Unary if the result fits in one message comfortably (sub-megabyte, low-thousands of items). Server streaming when the list is large enough that materializing it on the server is expensive, or when results arrive incrementally (search, log tail). Streaming has higher per-message overhead due to framing and backpressure machinery; for small results it's slower than unary.
What's the difference between Channel and ClientConn (in Go) and Stub?
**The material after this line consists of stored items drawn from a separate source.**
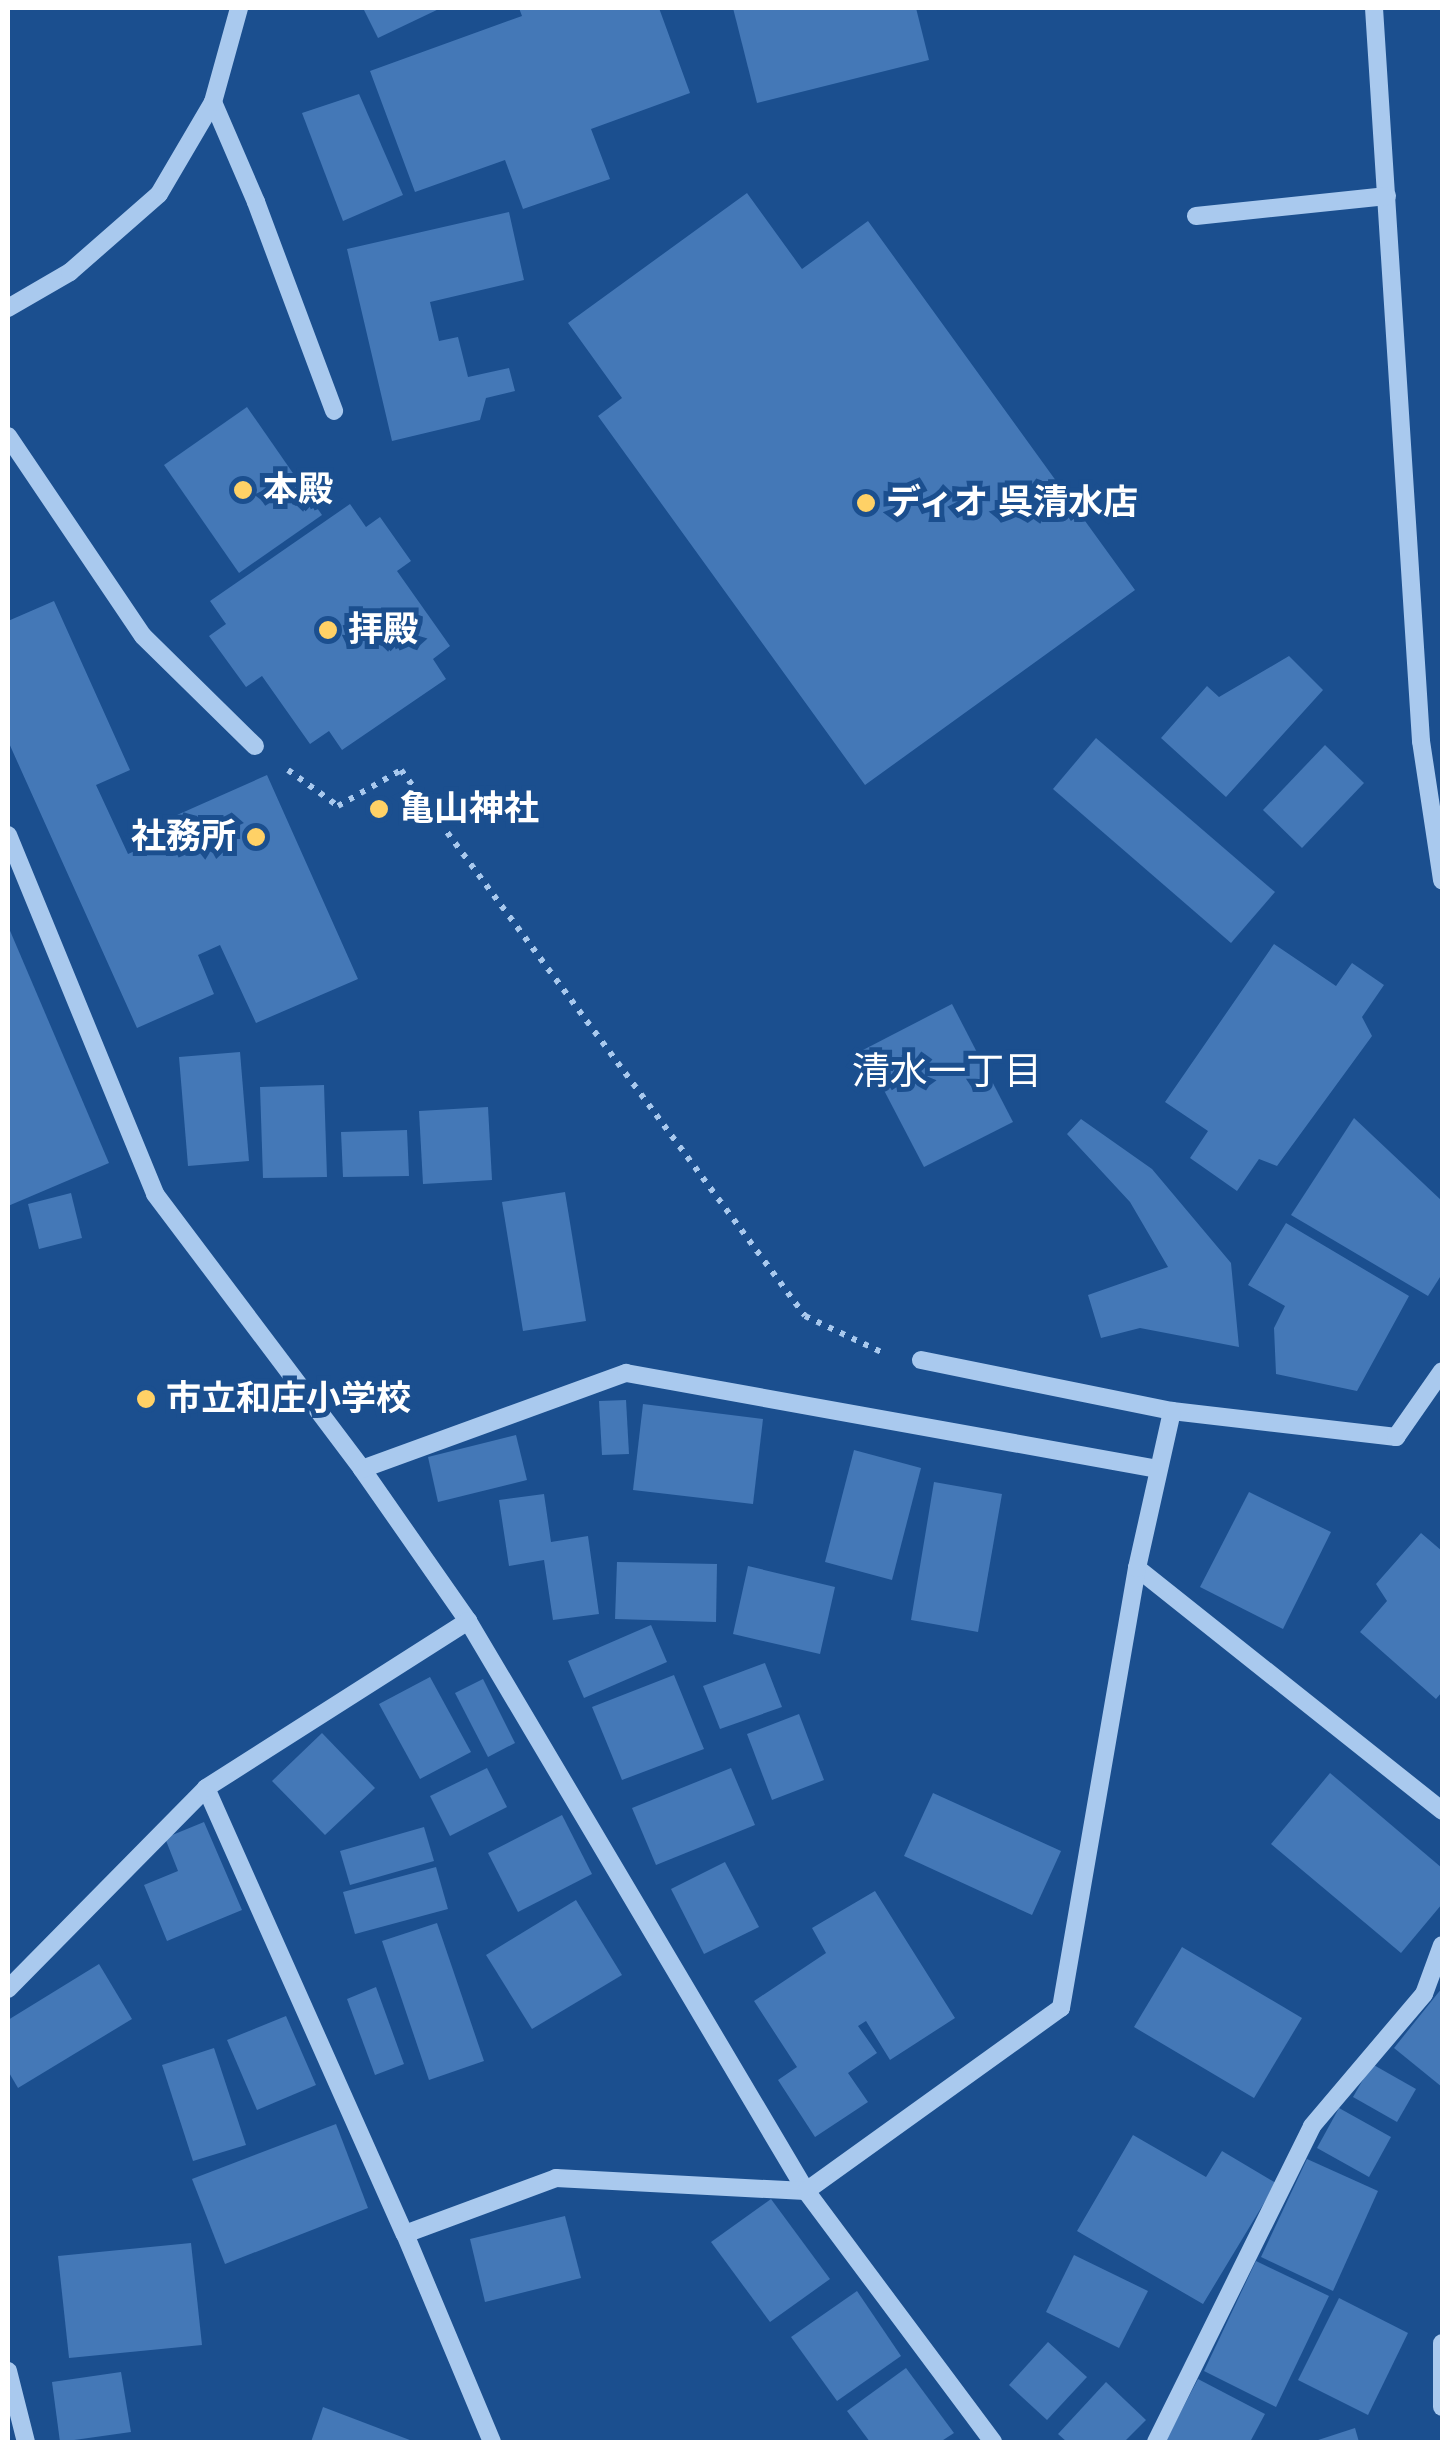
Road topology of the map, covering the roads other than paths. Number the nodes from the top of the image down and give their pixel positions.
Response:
1 (239, 8) edge
2 (1374, 8) edge
3 (213, 102) junction
4 (1387, 196) junction
5 (1196, 216) dead end
6 (8, 308) edge
7 (334, 412) dead end
8 (8, 436) edge
9 (255, 746) road end
10 (8, 834) edge
11 (1442, 880) edge
12 (922, 1360) road end
13 (1442, 1371) edge
14 (1172, 1411) junction
15 (362, 1469) junction
16 (1158, 1470) junction
17 (1136, 1568) junction
18 (468, 1622) junction
19 (206, 1788) junction
20 (1442, 1811) edge
21 (1442, 1946) edge
22 (8, 1989) edge
23 (806, 2191) junction
24 (405, 2234) junction
25 (1442, 2343) edge
26 (9, 2380) edge
27 (1442, 2406) edge
28 (26, 2442) edge
29 (492, 2442) edge
30 (992, 2442) edge
31 (1156, 2442) edge

1 - 3 street
2 - 4 street
3 - 6 street
3 - 7 street
4 - 5 street
4 - 11 street
8 - 9 street
10 - 15 street
12 - 14 street
13 - 14 street
14 - 16 street
15 - 16 street
15 - 18 street
16 - 17 street
17 - 20 street
17 - 23 street
18 - 19 street
18 - 23 street
19 - 22 street
19 - 24 street
21 - 31 street
23 - 24 street
23 - 30 street
24 - 29 street
25 - 27 street
26 - 28 street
The Channel/ClientConn is the connection-management layer — it owns the underlying HTTP/2 connections, name resolver, load balancer, and channel state machine. A single channel is meant to be created once per (target, credential) pair and shared across the application. The Stub is the type-safe wrapper generated from the .proto: it offers method calls like orderClient.GetOrder(ctx, req) and serializes them onto the channel. Stubs are cheap; channels are expensive.
What does grpc-encoding do, and should I enable gzip?
grpc-encoding in headers selects a per-message compression codec (gzip, deflate, snappy, identity). Each DATA frame's 5-byte prefix has a compression-flag byte that's set when the message is compressed. Default is identity (no compression). Enable gzip for verbose payloads (large lists, long strings) where the CPU cost is paid back by network savings. For small chatty RPCs, gzip is net-negative. Modern setups often skip per-message compression and rely on TLS-layer compression being disabled (CRIME) plus large enough messages to warrant the codec.
How do I version a gRPC API without breaking existing clients?
Two layers. Within a service: never reuse a field number, never change a field's type, mark deprecated fields as [deprecated = true], add new fields with new numbers. Across major versions: bump the package name (orders.v1orders.v2) so old and new live side by side. Servers can implement both, clients pick one. The HTTP/2 path naturally encodes the version: /orders.v1.OrderService/Get vs /orders.v2.OrderService/Get route to different handlers.
Why does my gRPC server occasionally return UNAVAILABLE on the first request after idle?
A connection that's been idle for the keepalive_time and was reaped by an intermediate NAT or load balancer. The TCP RST happens silently; the next RPC observes the broken pipe and surfaces UNAVAILABLE. The fix is either to lower keepalive_time below the middlebox idle threshold (set permit_without_stream=true and keepalive_time=30s or so) or rely on retry policy with UNAVAILABLE as a retryable code, which automatically reconnects.
Is xDS for gRPC the same xDS Envoy uses?
Yes — that's the whole point. gRPC's xDS resolver speaks the same LDS / RDS / CDS / EDS protocol as Envoy, against the same control plane (Istio, Cilium Service Mesh, Google Cloud Service Mesh). This means a gRPC client without a sidecar can do everything Envoy can: weighted clusters, locality-aware routing, traffic shifting, percentage canaries, fault injection. It's "proxyless service mesh" — gRPC clients become first-class mesh participants, eliminating the sidecar's RAM cost and one network hop per request.